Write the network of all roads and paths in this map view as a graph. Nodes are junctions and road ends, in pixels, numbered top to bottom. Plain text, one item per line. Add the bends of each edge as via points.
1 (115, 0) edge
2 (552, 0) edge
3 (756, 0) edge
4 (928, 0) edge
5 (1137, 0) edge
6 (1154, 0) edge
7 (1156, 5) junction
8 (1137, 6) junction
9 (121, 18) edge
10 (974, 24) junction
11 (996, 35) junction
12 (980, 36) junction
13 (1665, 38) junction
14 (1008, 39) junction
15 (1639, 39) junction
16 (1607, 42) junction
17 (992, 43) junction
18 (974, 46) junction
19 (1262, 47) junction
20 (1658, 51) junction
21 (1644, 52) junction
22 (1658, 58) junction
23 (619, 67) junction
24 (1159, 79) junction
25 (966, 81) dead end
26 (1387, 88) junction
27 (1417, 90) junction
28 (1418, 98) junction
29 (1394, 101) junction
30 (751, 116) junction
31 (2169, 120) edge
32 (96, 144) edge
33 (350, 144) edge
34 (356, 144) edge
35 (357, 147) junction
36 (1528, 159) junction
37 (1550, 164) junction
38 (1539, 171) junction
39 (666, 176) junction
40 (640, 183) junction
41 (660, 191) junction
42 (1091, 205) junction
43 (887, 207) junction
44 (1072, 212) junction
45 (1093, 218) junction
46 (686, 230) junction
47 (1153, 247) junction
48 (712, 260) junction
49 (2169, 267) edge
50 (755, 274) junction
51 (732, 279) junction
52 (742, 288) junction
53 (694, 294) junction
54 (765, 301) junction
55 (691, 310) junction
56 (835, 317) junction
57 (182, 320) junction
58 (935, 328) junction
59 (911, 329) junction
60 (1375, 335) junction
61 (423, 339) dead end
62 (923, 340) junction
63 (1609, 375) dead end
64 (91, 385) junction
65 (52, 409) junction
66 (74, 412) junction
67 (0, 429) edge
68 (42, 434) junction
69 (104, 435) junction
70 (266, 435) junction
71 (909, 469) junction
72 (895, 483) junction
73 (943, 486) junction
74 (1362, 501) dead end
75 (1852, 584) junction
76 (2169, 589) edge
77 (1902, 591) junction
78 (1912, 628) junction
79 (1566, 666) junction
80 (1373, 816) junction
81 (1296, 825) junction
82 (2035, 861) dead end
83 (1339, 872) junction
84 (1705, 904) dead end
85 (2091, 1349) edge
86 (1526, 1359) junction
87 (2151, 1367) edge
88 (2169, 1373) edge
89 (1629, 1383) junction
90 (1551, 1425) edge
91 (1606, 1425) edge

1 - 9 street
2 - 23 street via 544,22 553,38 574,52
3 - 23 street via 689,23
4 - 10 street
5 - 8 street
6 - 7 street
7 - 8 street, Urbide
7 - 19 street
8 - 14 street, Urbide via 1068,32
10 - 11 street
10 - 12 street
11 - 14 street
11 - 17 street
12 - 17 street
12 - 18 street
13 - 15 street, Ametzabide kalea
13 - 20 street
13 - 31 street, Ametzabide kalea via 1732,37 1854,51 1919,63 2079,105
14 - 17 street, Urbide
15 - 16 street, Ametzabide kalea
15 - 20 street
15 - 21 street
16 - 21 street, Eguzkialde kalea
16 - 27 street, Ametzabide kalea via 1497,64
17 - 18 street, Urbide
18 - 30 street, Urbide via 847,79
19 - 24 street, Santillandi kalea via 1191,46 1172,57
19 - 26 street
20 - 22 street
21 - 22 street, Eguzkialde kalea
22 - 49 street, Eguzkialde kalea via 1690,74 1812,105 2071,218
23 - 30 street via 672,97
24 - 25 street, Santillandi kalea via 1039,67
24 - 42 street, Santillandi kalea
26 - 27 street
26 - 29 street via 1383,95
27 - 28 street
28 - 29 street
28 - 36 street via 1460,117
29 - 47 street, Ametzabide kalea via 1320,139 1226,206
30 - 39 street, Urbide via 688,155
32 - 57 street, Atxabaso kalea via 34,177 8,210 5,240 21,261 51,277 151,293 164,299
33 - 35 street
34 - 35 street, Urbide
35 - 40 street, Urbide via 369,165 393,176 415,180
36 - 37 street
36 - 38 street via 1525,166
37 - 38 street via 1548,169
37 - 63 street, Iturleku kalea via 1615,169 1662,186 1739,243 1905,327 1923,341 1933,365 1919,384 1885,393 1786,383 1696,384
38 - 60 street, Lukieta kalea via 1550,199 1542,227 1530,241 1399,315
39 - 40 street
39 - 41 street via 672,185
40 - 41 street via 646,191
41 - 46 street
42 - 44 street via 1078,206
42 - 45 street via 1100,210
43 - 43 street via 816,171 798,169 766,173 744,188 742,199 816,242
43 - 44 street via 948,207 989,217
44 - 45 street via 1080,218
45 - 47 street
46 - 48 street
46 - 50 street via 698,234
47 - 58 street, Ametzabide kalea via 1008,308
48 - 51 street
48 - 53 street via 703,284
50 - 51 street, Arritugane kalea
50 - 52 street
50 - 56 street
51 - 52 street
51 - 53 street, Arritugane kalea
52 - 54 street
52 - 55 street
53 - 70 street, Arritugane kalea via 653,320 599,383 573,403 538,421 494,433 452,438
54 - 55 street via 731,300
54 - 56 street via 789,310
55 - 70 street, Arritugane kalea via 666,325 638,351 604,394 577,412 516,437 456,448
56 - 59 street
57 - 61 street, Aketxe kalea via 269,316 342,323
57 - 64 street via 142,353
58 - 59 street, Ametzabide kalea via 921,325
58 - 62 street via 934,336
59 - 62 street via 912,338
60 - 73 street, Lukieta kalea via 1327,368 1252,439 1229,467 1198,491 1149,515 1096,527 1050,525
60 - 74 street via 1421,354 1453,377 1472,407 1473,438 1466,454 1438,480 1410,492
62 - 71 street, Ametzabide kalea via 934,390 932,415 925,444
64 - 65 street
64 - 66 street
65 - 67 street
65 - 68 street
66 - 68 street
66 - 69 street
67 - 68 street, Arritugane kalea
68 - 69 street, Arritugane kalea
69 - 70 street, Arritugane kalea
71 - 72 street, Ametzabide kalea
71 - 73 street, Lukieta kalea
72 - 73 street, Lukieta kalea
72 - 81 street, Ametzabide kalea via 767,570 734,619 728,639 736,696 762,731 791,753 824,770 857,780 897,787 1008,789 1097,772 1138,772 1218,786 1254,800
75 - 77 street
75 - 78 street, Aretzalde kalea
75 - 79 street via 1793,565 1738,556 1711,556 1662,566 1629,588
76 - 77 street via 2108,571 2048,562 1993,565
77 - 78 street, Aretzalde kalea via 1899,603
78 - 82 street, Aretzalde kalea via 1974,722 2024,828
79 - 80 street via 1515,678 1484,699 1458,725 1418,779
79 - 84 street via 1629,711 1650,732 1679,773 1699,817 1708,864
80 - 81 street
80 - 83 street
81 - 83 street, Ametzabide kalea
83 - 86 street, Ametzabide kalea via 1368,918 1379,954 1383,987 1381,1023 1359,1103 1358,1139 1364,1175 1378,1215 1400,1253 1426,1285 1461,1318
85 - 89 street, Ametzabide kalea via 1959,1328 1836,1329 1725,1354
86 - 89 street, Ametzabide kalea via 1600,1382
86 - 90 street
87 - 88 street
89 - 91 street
....................
Work to complete:
Your task is to copy each line from the material above that includes the word "Eguzkialde".

Solution to this exercise:
16 - 21 street, Eguzkialde kalea
21 - 22 street, Eguzkialde kalea
22 - 49 street, Eguzkialde kalea via 1690,74 1812,105 2071,218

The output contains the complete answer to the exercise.